(Collected data entries)
────

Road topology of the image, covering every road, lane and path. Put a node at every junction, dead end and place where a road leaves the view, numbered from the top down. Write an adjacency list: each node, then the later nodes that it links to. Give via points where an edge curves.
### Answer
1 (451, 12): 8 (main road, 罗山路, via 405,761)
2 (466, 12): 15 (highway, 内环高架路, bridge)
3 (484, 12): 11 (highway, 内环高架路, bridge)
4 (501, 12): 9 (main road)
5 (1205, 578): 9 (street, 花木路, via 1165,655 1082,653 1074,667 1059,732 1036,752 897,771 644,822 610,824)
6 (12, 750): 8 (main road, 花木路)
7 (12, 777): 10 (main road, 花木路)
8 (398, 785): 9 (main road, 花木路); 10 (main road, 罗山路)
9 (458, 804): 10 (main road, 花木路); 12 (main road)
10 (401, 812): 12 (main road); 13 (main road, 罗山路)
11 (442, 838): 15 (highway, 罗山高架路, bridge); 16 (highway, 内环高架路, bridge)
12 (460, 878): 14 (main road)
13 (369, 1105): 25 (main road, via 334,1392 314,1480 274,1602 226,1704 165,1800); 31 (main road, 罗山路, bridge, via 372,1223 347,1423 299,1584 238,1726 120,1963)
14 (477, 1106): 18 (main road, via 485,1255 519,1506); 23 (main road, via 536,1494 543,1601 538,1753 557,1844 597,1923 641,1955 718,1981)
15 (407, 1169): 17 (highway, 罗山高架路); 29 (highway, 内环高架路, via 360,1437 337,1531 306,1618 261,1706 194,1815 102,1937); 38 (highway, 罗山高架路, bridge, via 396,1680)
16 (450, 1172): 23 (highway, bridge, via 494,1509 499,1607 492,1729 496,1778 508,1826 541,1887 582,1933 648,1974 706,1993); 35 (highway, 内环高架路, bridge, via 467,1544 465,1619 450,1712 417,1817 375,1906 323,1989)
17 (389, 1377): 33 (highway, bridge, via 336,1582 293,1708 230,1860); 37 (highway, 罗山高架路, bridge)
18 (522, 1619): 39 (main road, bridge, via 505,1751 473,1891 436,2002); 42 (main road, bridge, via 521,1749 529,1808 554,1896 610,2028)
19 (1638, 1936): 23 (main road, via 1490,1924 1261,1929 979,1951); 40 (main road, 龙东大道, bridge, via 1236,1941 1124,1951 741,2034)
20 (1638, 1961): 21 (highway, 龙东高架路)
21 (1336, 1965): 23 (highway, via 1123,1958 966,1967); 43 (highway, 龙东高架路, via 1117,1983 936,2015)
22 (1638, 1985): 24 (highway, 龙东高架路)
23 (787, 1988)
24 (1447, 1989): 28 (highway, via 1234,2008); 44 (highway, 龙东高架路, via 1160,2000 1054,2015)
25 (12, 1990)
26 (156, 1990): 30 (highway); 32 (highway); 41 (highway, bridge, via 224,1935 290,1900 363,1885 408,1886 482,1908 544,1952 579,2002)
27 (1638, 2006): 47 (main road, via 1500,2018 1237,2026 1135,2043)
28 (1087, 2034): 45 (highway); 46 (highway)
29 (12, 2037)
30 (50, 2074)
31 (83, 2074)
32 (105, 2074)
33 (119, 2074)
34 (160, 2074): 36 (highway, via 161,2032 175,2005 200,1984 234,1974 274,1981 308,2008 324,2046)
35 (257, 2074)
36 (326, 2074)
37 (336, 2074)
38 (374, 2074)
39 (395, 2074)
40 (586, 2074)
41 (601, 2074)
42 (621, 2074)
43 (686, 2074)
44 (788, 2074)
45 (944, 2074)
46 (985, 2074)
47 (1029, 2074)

────

● EXERCISE AIM
Among the lines above, please find those with "龙东高架路" and copy them.

● RESULT OF THE EXERCISE
20 (1638, 1961): 21 (highway, 龙东高架路)
21 (1336, 1965): 23 (highway, via 1123,1958 966,1967); 43 (highway, 龙东高架路, via 1117,1983 936,2015)
22 (1638, 1985): 24 (highway, 龙东高架路)
24 (1447, 1989): 28 (highway, via 1234,2008); 44 (highway, 龙东高架路, via 1160,2000 1054,2015)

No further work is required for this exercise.